Day.20強く吹き付ける海風が、めちゃくちゃいい匂いだった
居酒屋から四人で学校の最寄駅まで歩き、同じ電車に乗る。
オトちゃんと三沢は途中の乗り換え駅で降りた。
「じゃあねー」
「またねー」
「「またなんてない!」」
女子二人は仲良く手を振り合い、男二人も一応手を振る。
三沢の手を振る仕草はどうみても追い払うやつだったけど。
「トッキーの家ってまだかかる?」
「うん。あと二十分くらいかな。初の家ってどこだっけ?」
「あと十分くらい」
「駅から遠いなら送るけど」
「トッキー、紳士なんだねえ」
初は頬を染めて笑う。
染まっているのは完全にアルコールに依るものなので、トキメキや可愛らしさなどは一切ない。

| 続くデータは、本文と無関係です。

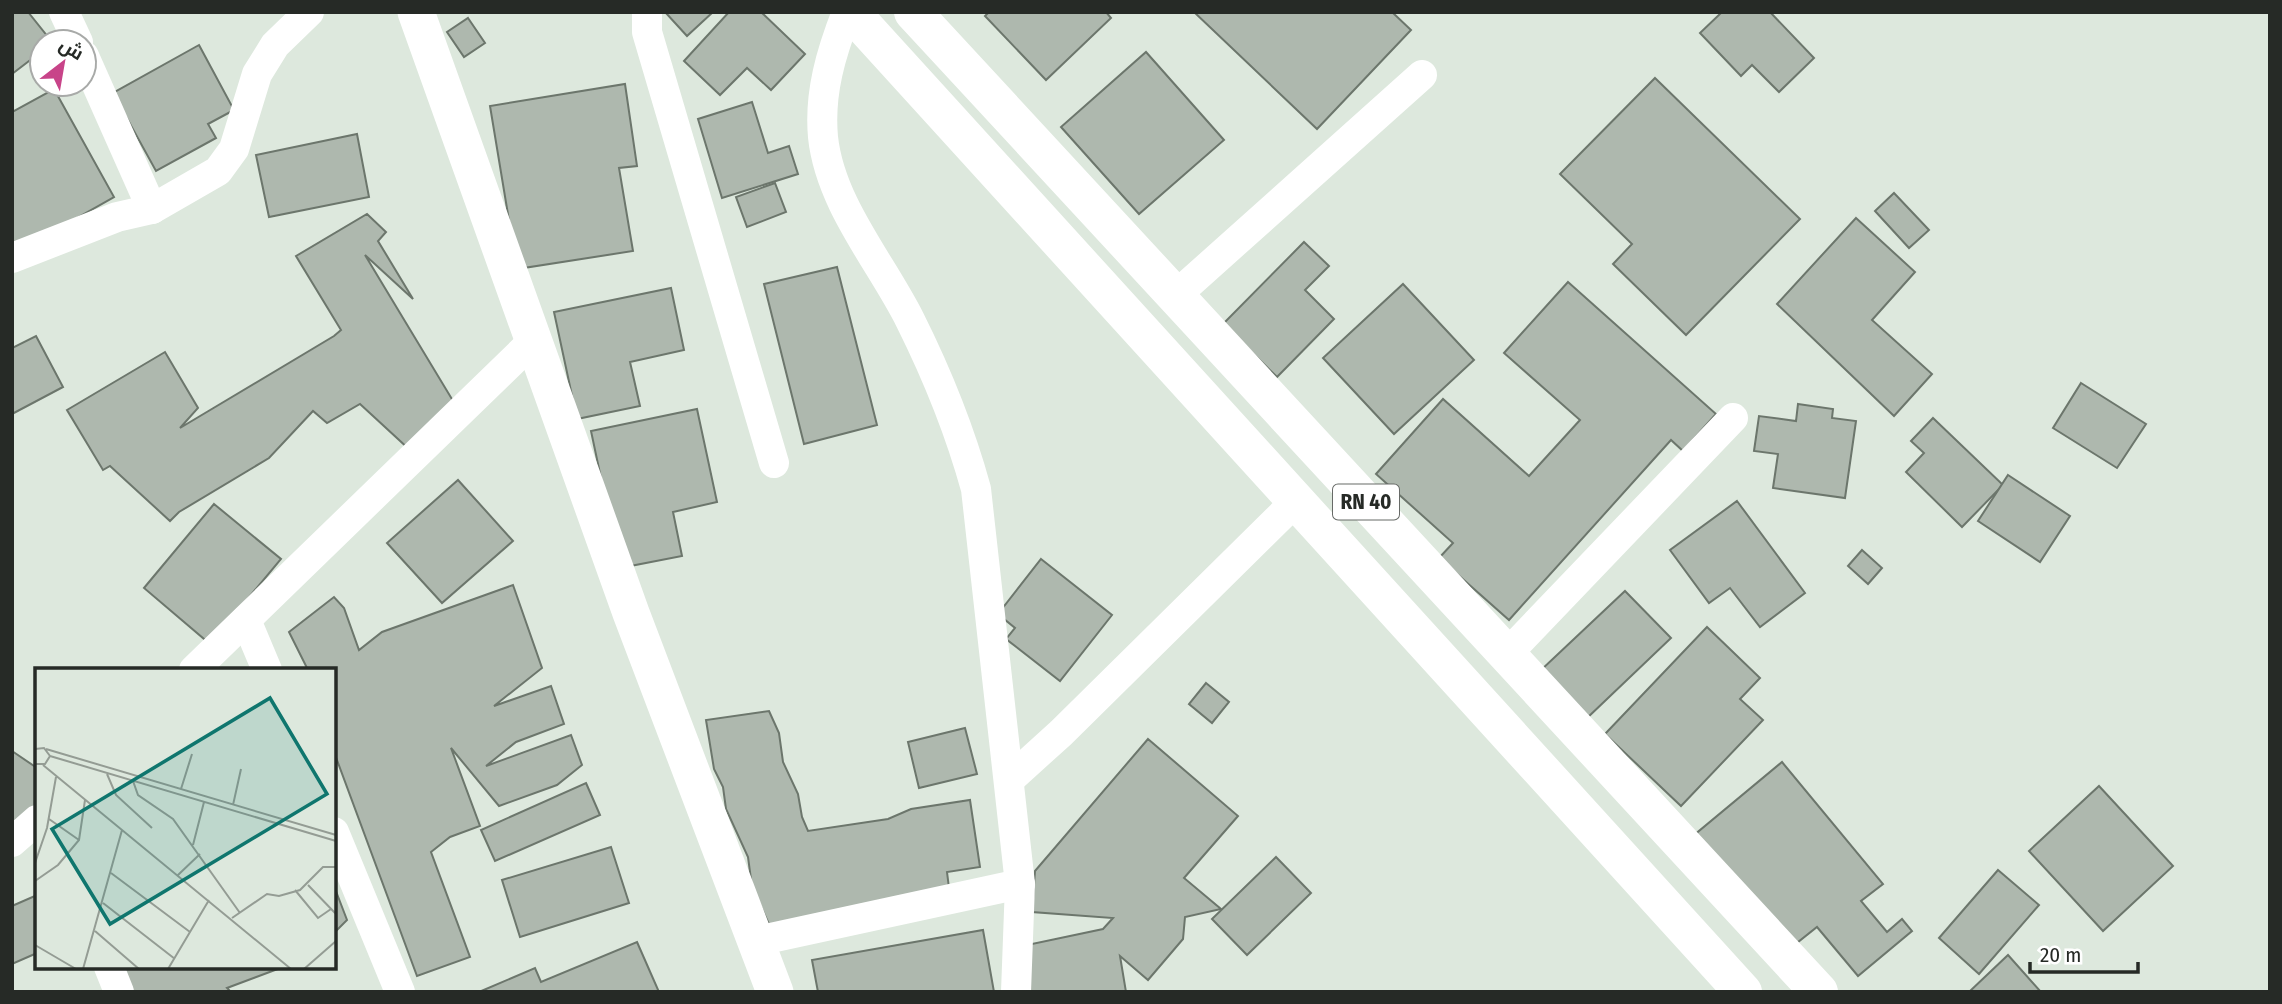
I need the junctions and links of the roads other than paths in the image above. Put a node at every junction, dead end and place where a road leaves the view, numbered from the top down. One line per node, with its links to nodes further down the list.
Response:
1 (64, 12): 7 (street)
2 (309, 12): 10 (street)
3 (416, 12): 13 (street)
4 (647, 12): 15 (street)
5 (849, 12): 16 (highway, RN 40); 21 (street)
6 (913, 12): 12 (highway, RN 40)
7 (71, 28)
8 (1422, 75): 12 (street)
9 (98, 88): 10 (street)
10 (152, 209): 11 (street)
11 (12, 258)
12 (1174, 297): 18 (highway, RN 40)
13 (534, 340): 17 (street); 26 (street)
14 (1733, 418): 18 (street)
15 (774, 463)
16 (1295, 502): 21 (street); 32 (highway, RN 40)
17 (246, 620): 19 (street); 20 (street)
18 (1507, 654): 33 (highway, RN 40)
19 (196, 668)
20 (266, 668)
21 (1009, 780): 25 (street)
22 (35, 822): 24 (street)
23 (336, 837): 29 (street)
24 (12, 842)
25 (1020, 884): 26 (street); 31 (street)
26 (757, 941): 30 (street)
27 (110, 969): 28 (street)
28 (119, 992)
29 (400, 992)
30 (775, 992)
31 (1016, 992)
32 (1743, 992)
33 (1819, 992)

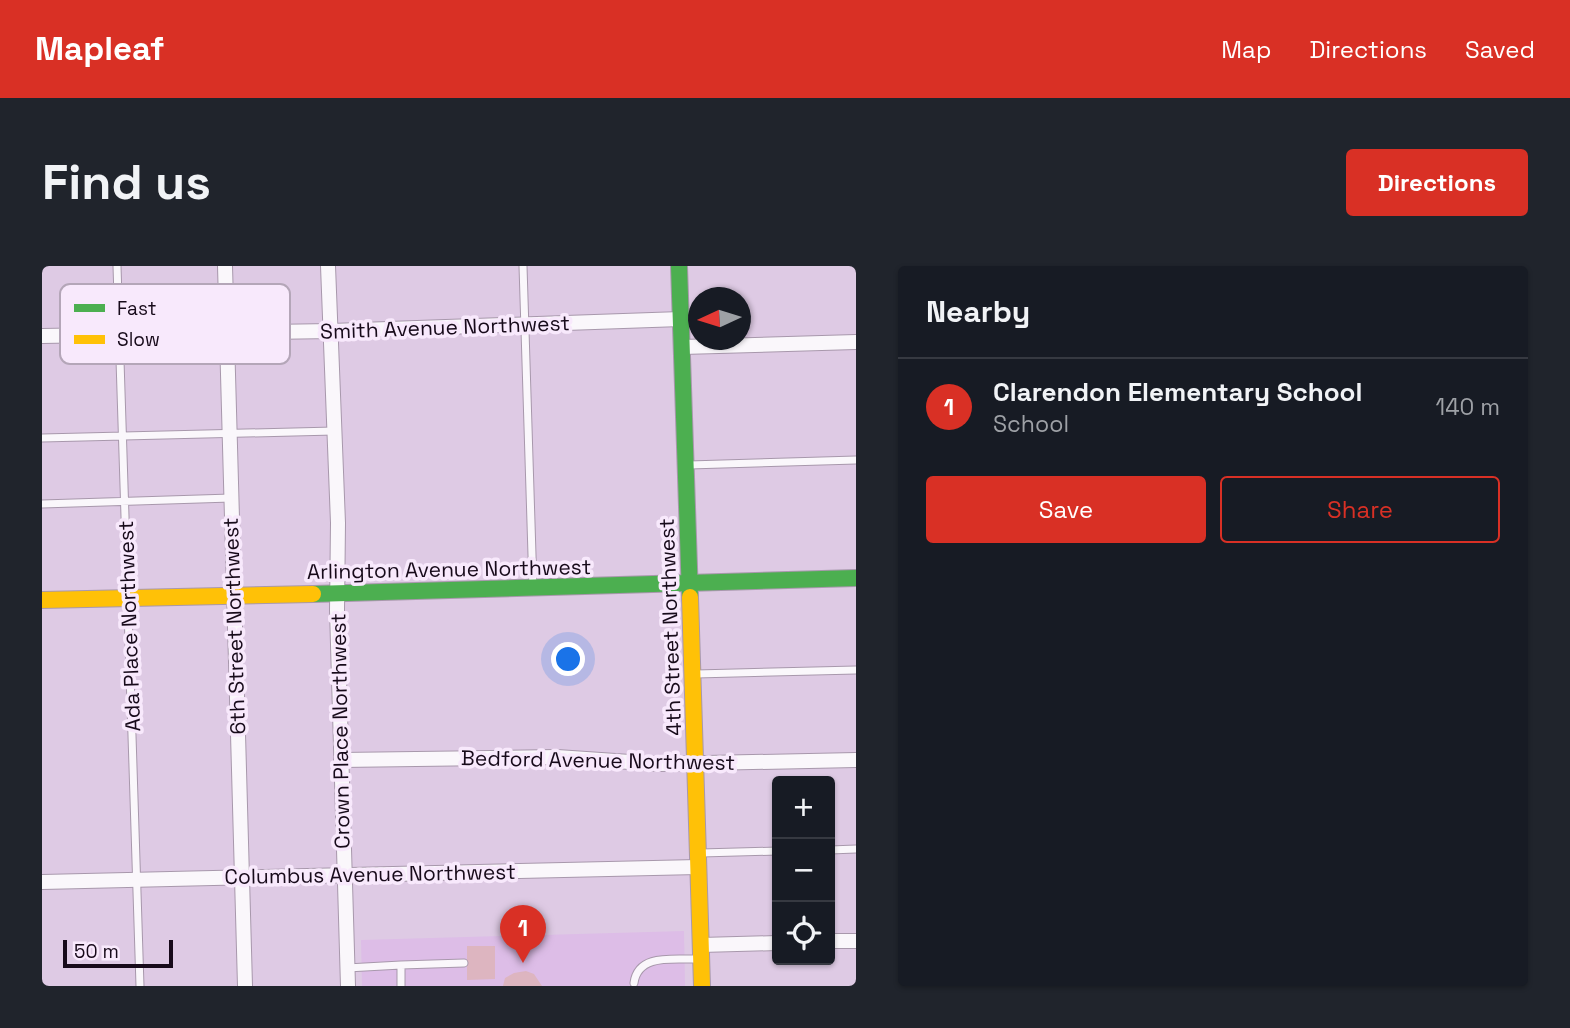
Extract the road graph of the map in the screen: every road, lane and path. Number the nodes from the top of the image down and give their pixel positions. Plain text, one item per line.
1 (117, 266) edge
2 (225, 266) edge
3 (328, 266) edge
4 (523, 266) edge
5 (679, 266) edge
6 (118, 284) edge
7 (225, 284) edge
8 (681, 319) junction
9 (526, 324) junction
10 (331, 331) junction
11 (290, 332) edge
12 (42, 336) edge
13 (60, 336) edge
14 (856, 342) edge
15 (682, 347) junction
16 (121, 364) edge
17 (227, 364) edge
18 (334, 431) junction
19 (229, 433) junction
20 (123, 436) junction
21 (42, 438) edge
22 (856, 460) edge
23 (685, 465) junction
24 (230, 498) junction
25 (125, 502) junction
26 (42, 504) edge
27 (856, 578) edge
28 (689, 584) junction
29 (533, 589) junction
30 (338, 593) junction
31 (233, 596) junction
32 (128, 598) junction
33 (42, 600) edge
34 (856, 670) edge
35 (692, 674) junction
36 (856, 760) edge
37 (341, 761) junction
38 (695, 763) junction
39 (835, 849) edge
40 (856, 849) edge
41 (772, 852) edge
42 (698, 860) junction
43 (344, 876) junction
44 (242, 877) junction
45 (137, 879) junction
46 (42, 882) edge
47 (856, 941) edge
48 (835, 942) edge
49 (772, 944) edge
50 (701, 952) junction
51 (464, 963) dead end
52 (401, 965) junction
53 (347, 968) junction
54 (634, 983) dead end
55 (140, 986) edge
56 (245, 986) edge
57 (348, 986) edge
58 (401, 986) edge
59 (702, 986) edge

1 - 6 lane, Ada Place Northwest
2 - 7 street, 6th Street Northwest
3 - 10 street, Crown Place Northwest
4 - 9 lane
5 - 8 street, 4th Street Northwest
8 - 9 street, Smith Avenue Northwest
8 - 15 street, 4th Street Northwest
9 - 10 street, Smith Avenue Northwest
9 - 29 lane
10 - 11 street, Smith Avenue Northwest
10 - 18 street, Crown Place Northwest
12 - 13 street, Smith Avenue Northwest
14 - 15 street
15 - 23 street, 4th Street Northwest
16 - 20 lane, Ada Place Northwest
17 - 19 street, 6th Street Northwest
18 - 19 lane
18 - 30 street, Crown Place Northwest
19 - 20 lane
19 - 24 street, 6th Street Northwest
20 - 21 lane
20 - 25 lane, Ada Place Northwest
22 - 23 lane
23 - 28 street, 4th Street Northwest
24 - 25 lane
24 - 31 street, 6th Street Northwest
25 - 26 lane
25 - 32 lane, Ada Place Northwest
27 - 28 street, Arlington Avenue Northwest
28 - 29 street, Arlington Avenue Northwest
28 - 35 street, 4th Street Northwest
29 - 30 street, Arlington Avenue Northwest
30 - 31 street, Arlington Avenue Northwest
30 - 37 street, Crown Place Northwest
31 - 32 street, Arlington Avenue Northwest
31 - 44 street, 6th Street Northwest
32 - 33 street, Arlington Avenue Northwest
32 - 45 lane, Ada Place Northwest
34 - 35 lane
35 - 38 street, 4th Street Northwest
36 - 38 street, Bedford Avenue Northwest
37 - 38 street, Bedford Avenue Northwest
37 - 43 street, Crown Place Northwest
38 - 42 street, 4th Street Northwest
39 - 40 lane
41 - 42 lane
42 - 43 street, Columbus Avenue Northwest
42 - 50 street, 4th Street Northwest
43 - 44 street, Columbus Avenue Northwest
43 - 53 street, Crown Place Northwest
44 - 45 street, Columbus Avenue Northwest
44 - 56 street, 6th Street Northwest
45 - 46 street, Columbus Avenue Northwest
45 - 55 lane, Ada Place Northwest
47 - 48 street
49 - 50 street
50 - 54 lane
50 - 59 street, 4th Street Northwest
51 - 52 lane
52 - 53 lane
52 - 58 lane
53 - 57 street, Crown Place Northwest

じゃあマンションの下までお願いしよっかなーと先を行く初に、はいはいと返事をする。
初になんかあったらコウが悲しむし、うちとそんなに方向が違うわけでもないのでまあいいだろう。
(なんでオレ、こんなに言い訳してんの?)
横でぽけっと外を眺めている初がなにを考えているかはわからない。
そう、わからないんだ。
でもって、きっとオレ以上にコウは初のことがわかんなくて、わかんないことに苦しんでいる。
「初」
「うん?」
「きっと、オレら、話さなきゃダメなんだな」
「……なにについて?」
いっとう静かな声で初が言った。
「オレね、初に言ってなかったことがあってさ」
「うん。いいよ、言わなくて」
ガタンゴトンと電車が揺れる。
キキーッとブレーキが軋んで、一際大きく電車が揺れて、そして止まった。
「あたしんち、ここ」
「降りようか」
初について電車を降りる。
結構たくさんの人が降りたので、雑踏に巻き込まれないようにホームの端で電車を見送った。
「ここまででいいよ」
「家まで送る。定期圏内だし」
「ありがと」
「コウとは違うって思った?」
「思った」
コウから、家まで送れなかったと聞いていた。
やんわりと拒絶されて、そっから踏み込めなかったのだと。
ほんとにコイツらめんどくさい。
そこに挟まれるオレの気にもなってくれよ。
今はそんなことないけど、コウに間男扱いされたくねえんだよ。
「こっち」
駅前のコンビニで水を買ってから初の指さす方に向かう。
家には友達んとこに泊まってくると言ってあるので、この際何時になっても付き合ってやろう。
しばらく住宅街を歩くと潮の匂いがしてきた。
方向的にたぶんすごく海が近い。
「ここ」
「マジかよ」
初が立ち止まったのは、海際に立つ高層マンション群の中のひとつだった。
「え、初、お嬢様かなんかなの?」
「そんなんじゃないから!」
初は笑って否定する。
いや、けど、めちゃくちゃデカいぞ? このマンション。
これが摩天楼? 違うか。
「とにかく荷物置いてくるから、そこで待ってて!」
そう言って初は小走りでマンションのエントランスへと消えていった。
いや、しかしすんごいマンションだなあ。
門があって、中にちょっとした公園まである。
公園の端にベンチがあったので座って、さっき買った水を飲んでいたら初が戻ってきた。
「お待たせ。あっち行こう。海見えるよ」
スタスタと先を行く初にくっついて小高くなった丘を登る。
丘の両脇には松が生えているから防波堤? なんつーの? 防風林? そう言うやつ。
完全に脳内でバカを曝け出している。たぶん小学校の社会とかで習ってるはず。
丘のてっぺんまで行くと向こうに海が見えた。